I would like to use the gradient penalty introduced in the NIPS paper https://arxiv.org/abs/1706.04156. In the paper, whenever updating the generator, the gradient penalty for the discriminator parameters is considered.

I know there is a discussion in the previous post (https://discuss.pytorch.org/t/how-to-implement-gradient-penalty-in-pytorch/1656?u=zhangboknight, where the gradient penalty is calculated with respect to the data points

For my case the gradient penalty is calculated with respect to the discriminator parameters:

The authors of the paper gives an implementation through `tf.gradients(V, discriminator_vars)`

in tensorflow (https://github.com/locuslab/gradient_regularized_gan/blob/c1f61272f6176d4d13016779dbe730b346ae21a1/gaussian-toy-regularized.py#L112)

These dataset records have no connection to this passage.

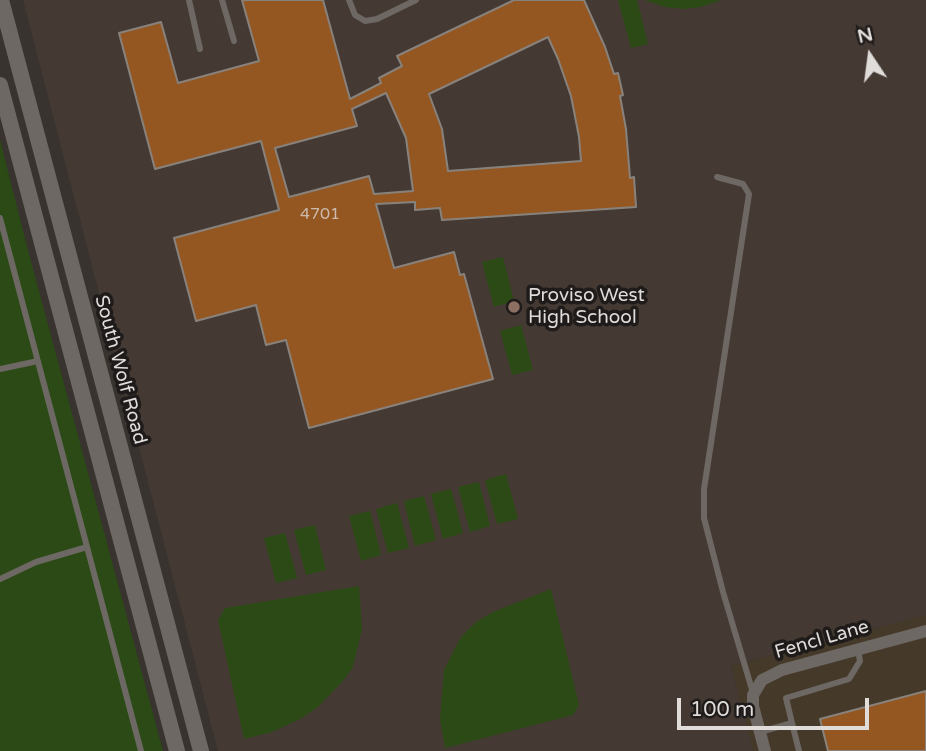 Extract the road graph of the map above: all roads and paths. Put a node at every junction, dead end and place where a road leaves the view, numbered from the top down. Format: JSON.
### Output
{"nodes":[{"id":1,"x":1,"y":0,"type":"edge"},
{"id":2,"x":189,"y":0,"type":"edge"},
{"id":3,"x":222,"y":0,"type":"edge"},
{"id":4,"x":349,"y":0,"type":"edge"},
{"id":5,"x":416,"y":0,"type":"edge"},
{"id":6,"x":234,"y":41,"type":"dead end"},
{"id":7,"x":200,"y":49,"type":"dead end"},
{"id":8,"x":0,"y":85,"type":"edge"},
{"id":9,"x":717,"y":177,"type":"dead end"},
{"id":10,"x":0,"y":218,"type":"edge"},
{"id":11,"x":38,"y":361,"type":"junction"},
{"id":12,"x":0,"y":369,"type":"edge"},
{"id":13,"x":87,"y":547,"type":"junction"},
{"id":14,"x":0,"y":579,"type":"edge"},
{"id":15,"x":926,"y":631,"type":"edge"},
{"id":16,"x":858,"y":650,"type":"junction"},
{"id":17,"x":753,"y":695,"type":"junction"},
{"id":18,"x":792,"y":723,"type":"junction"},
{"id":19,"x":760,"y":732,"type":"junction"},
{"id":20,"x":141,"y":751,"type":"edge"},
{"id":21,"x":177,"y":751,"type":"edge"},
{"id":22,"x":201,"y":751,"type":"edge"},
{"id":23,"x":765,"y":751,"type":"edge"},
{"id":24,"x":799,"y":751,"type":"edge"}],
"edges":[{"from":1,"to":22,"type":"main road","name":"South Wolf Road"},
{"from":2,"to":7,"type":"lane"},
{"from":3,"to":6,"type":"lane"},
{"from":4,"to":5,"type":"lane"},
{"from":8,"to":21,"type":"main road"},
{"from":9,"to":17,"type":"lane"},
{"from":10,"to":11,"type":"lane"},
{"from":11,"to":12,"type":"lane"},
{"from":11,"to":13,"type":"lane"},
{"from":13,"to":14,"type":"lane"},
{"from":13,"to":20,"type":"lane"},
{"from":15,"to":16,"type":"street","name":"Fencl Lane"},
{"from":16,"to":17,"type":"street","name":"Fencl Lane"},
{"from":16,"to":18,"type":"lane"},
{"from":17,"to":19,"type":"street"},
{"from":18,"to":19,"type":"lane"},
{"from":18,"to":24,"type":"lane"},
{"from":19,"to":23,"type":"street"}]}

Is there a similar implementation in Pytorch? Can I still use `torch.autograd.grad`

to calculate the gradient wrt. discriminator params? Or can I use `.retain_grad()`

as suggested in https://discuss.pytorch.org/t/how-do-i-calculate-the-gradients-of-a-non-leaf-variable-w-r-t-to-a-loss-function/5112/2?u=zhangboknight? I am not pretty sure. Since this technique helps stabilize the GAN training greatly, the same problem may help others who use Pytorch. Many thanks!